Через две недели такой жизни я пришел в состояние вечного полусна. У меня исчезли желания, кроме
Но в какой-то момент внутри меня что-то заскулило, и я сбежал.
В том особнячке в коридоре стояла не то плевательница, не то пепельница, на чугунной ножке, казенная примета. Наконец хозяева мои то ли расслабились, то ли намеренно нарушили инструкцию, но настал тот день, когда меня курировал только один человек, потому я и рискнул.
Я получил свои три кубика, и когда мой сторож отвернулся прибрать ватку и спирт, уложил его пепельницей в затылок. Я взял с собой горсть ампул, иглы, дрожа и бормоча: «Жадность фраера сгубила», вынул из саквояжа три пачки денег и поднялся на второй этаж, где на окнах не было решеток. Приземляясь, я подвернул ногу и, прихрамывая, добрался до шоссе.
Декабрь встретил меня на пустынной ж/д платформе.
По дороге к Султановке меня сопровождал крик ворон.
Слабая тропка была пробита от калитки.
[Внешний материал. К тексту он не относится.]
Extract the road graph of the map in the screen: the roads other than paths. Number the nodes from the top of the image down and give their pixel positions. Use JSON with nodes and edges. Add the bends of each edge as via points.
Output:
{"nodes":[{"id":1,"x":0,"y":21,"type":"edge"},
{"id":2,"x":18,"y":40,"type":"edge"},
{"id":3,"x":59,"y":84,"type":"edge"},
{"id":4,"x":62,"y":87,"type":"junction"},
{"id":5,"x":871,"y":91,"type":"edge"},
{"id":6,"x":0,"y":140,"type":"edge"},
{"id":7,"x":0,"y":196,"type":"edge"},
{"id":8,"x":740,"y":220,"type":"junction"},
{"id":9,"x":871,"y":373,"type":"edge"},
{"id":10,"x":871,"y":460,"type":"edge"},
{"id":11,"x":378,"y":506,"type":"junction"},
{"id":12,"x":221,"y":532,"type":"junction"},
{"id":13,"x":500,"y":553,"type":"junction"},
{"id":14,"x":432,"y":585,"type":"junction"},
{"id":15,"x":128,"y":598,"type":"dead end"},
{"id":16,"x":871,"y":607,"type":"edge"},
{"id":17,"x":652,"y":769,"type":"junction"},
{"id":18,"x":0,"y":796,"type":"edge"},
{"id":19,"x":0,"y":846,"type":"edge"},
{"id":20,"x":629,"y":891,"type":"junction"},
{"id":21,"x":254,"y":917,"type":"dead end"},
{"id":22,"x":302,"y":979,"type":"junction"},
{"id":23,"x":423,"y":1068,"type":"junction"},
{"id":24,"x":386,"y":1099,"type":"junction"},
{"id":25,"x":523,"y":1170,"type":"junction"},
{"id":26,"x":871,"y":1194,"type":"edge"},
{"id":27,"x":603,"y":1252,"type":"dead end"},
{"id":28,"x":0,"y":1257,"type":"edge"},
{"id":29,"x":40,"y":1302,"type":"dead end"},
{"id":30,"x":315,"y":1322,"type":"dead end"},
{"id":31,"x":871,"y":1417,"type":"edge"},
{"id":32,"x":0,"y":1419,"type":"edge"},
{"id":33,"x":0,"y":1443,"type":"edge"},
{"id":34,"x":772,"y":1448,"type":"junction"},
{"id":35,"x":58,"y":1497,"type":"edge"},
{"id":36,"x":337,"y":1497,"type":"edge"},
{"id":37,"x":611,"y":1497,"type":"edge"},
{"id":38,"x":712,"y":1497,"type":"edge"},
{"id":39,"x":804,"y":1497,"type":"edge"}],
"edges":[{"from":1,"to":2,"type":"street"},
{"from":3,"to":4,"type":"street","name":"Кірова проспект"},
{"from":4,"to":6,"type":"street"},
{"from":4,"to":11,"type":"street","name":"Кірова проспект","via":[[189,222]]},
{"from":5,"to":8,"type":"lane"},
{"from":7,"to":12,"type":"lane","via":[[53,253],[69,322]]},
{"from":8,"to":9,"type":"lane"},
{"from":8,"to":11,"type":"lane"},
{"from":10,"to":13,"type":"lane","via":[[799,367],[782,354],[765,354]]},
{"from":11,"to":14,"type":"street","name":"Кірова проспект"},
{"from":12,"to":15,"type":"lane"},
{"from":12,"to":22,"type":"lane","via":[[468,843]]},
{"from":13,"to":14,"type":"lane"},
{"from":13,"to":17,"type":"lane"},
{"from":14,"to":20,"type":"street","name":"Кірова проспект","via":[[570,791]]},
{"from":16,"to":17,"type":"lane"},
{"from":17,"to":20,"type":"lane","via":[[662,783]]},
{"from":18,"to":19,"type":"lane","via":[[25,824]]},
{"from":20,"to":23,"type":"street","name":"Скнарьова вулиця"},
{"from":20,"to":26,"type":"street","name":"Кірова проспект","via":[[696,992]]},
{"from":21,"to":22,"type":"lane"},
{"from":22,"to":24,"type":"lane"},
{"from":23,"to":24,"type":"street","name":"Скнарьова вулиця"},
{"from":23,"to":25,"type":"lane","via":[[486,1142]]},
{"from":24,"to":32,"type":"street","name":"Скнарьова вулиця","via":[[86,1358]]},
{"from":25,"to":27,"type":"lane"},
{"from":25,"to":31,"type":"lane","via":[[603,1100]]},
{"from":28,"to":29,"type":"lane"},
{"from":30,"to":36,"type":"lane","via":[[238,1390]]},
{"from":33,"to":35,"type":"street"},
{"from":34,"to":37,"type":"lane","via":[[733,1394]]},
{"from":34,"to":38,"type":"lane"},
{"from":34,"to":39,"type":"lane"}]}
Над дымоходом поднималась жидкая струя дыма.
Я по целине приблизился к веранде. За заиндевевшими ромбиками стекол различил стол и стоящую на нем вазу с сухим репейником.
Глухая тишина вокруг, и где-то вдали кашляет ворона.
Я обошел дом и поднялся по кладке дров на приставленные к стене козлы, чтобы заглянуть в гостиную.
В камине горели дрова. На полу на медвежьей шкуре, чуть скрытый простыней, лежал Верин муж, Никита…
В этот момент в дверях в снопе солнечного света, бившего с южной стороны дома в окна, появилась обнаженная Вера. Она несла в руках бутылку шампанского и два бокала. Поставила всё на пол и, встав на колени, положила руку на грудь мужа. И тут она взглянула вперед, и мы встретились глазами.
Секунду, не дольше, мы смотрели друг на друга сквозь двойную раму, заложенную сугробом ваты.
Я отвернулся и спрыгнул.
Когда уходил, оставил деньги на крыльце. Покрепче завернул их в шапку, чтобы синицы не расклевали, и с остывающей головой пошел прочь.
Скоро я распрощался с родителями и уехал из России, как думал тогда – навсегда.
Как удалось мне на сухую да на новом месте перетерпеть морфиновую привязку – до сих пор не понимаю. Такое возможно только в юности, когда сила воли не ослаблена дурным здоровьем. Уже в весеннем семестре я набрал обороты и полностью подчинился академической целесообразности. Тогда же из Пашкиного письма я узнал, что отец Веры умер на этапе…
Пока не услышал снова это слово – Беслан, – тринадцать лет скитался по университетам. Столько лет вдали от родины превратили отчизну в призрак. С наукой в целом у меня обстояло неважно, многое не получалось так, как хотелось бы, но я упорно работал, произрастал честным растением в лесу цивилизации, готовясь превратиться когда-нибудь в перегной.
В Америке я учился в аспирантуре и работал, но получить там постоянную позицию не удалось. Родители переехали к сестре в Германию, а я в Гренобль. Потом был Бейрут, год провел в Кейптауне, два в Париже и после неудачной попытки жениться на француженке снова вернулся в Америку, где осел на несколько лет в Корнелле, в красивом и таинственно унылом месте.